The separate JEDEC standard LPDDR5 (Low Power Double Data Rate 5), intended for laptops and smartphones, was released in February 2019.

Compared to DDR4, DDR5 further reduces memory voltage to 1.1 V, thus reducing power consumption. DDR5 modules incorporate on-board voltage regulators in order to reach higher speeds. DDR5 supports a speed of 51.2 GB/s per module and 2 memory channels per module.

There is a general expectation that most use-cases that currently use DDR4 will eventually migrate to DDR5.
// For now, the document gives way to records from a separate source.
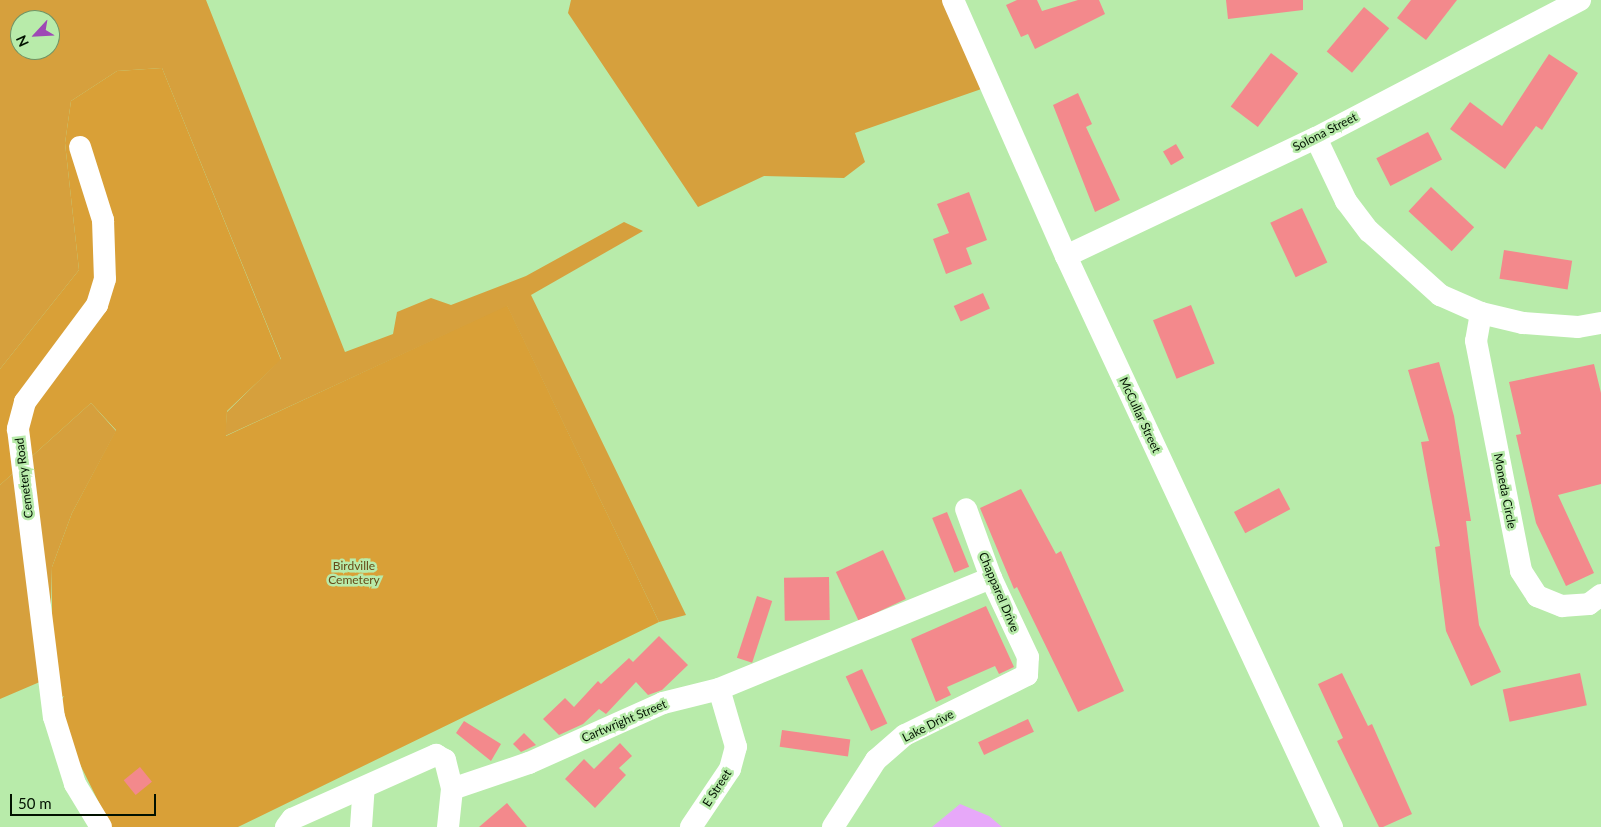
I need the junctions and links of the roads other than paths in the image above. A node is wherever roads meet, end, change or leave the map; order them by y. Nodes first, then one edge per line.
1 (953, 0) edge
2 (1580, 0) edge
3 (1316, 138) junction
4 (80, 147) dead end
5 (1066, 256) junction
6 (1481, 314) junction
7 (1601, 324) edge
8 (966, 509) dead end
9 (991, 578) junction
10 (1601, 595) edge
11 (1027, 675) joint
12 (720, 689) junction
13 (364, 788) junction
14 (452, 789) junction
15 (101, 827) edge
16 (286, 827) edge
17 (361, 827) edge
18 (448, 827) edge
19 (691, 827) edge
20 (834, 827) edge
21 (1332, 827) edge

1 - 5 street, McCullar Street
2 - 3 street, Solona Street
3 - 5 street, Solona Street
3 - 6 street
4 - 15 street, Cemetery Road
5 - 21 street, McCullar Street
6 - 7 street
6 - 10 street, Moneda Circle
8 - 9 street, Chapparel Drive
9 - 11 street, Chapparel Drive
9 - 12 street, Cartwright Street
11 - 20 street, Lake Drive
12 - 14 street, Cartwright Street
12 - 19 street, E Street
13 - 14 street
13 - 16 street
13 - 17 street
14 - 18 street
In August 2021, Samsung revealed a 512 GB 7200 MT/s RAM DIMM.

DIMMs versus memory chips
While previous SDRAM generations allowed unbuffered DIMMs that consisted of memory chips and passive wiring (plus a small serial presence detect ROM), DDR5 DIMMs require additional active circuitry, making the interface to the DIMM different from the interface to the RAM chips themselves.

DDR5 (L)RDIMMs use 12V and UDIMMs use 5V input. DDR5 DIMMs are supplied with management interface power at 3.3V, and use on-board circuitry (a power management integrated circuit and associated passive components) to convert to the lower voltage required by the memory chips.  Final voltage regulation close to the point of use provides more stable power, and mirrors the development of voltage regulator modules for CPU power supplies.

Unlike DDR4, all DDR5 chips have on-die ECC, where errors are detected and corrected before sending data to the CPU. This, however, is not the same as true ECC memory with an extra data correction chip on the memory module. DDR5's on-die error correction is to improve reliability and to allow denser RAM chips which lowers the per-chip defect rate. There still exist non-ECC and ECC DDR5 DIMM variants; the ECC variants have extra data lines to the CPU to send error-detection data, letting the CPU detect and correct errors that occurred in transit.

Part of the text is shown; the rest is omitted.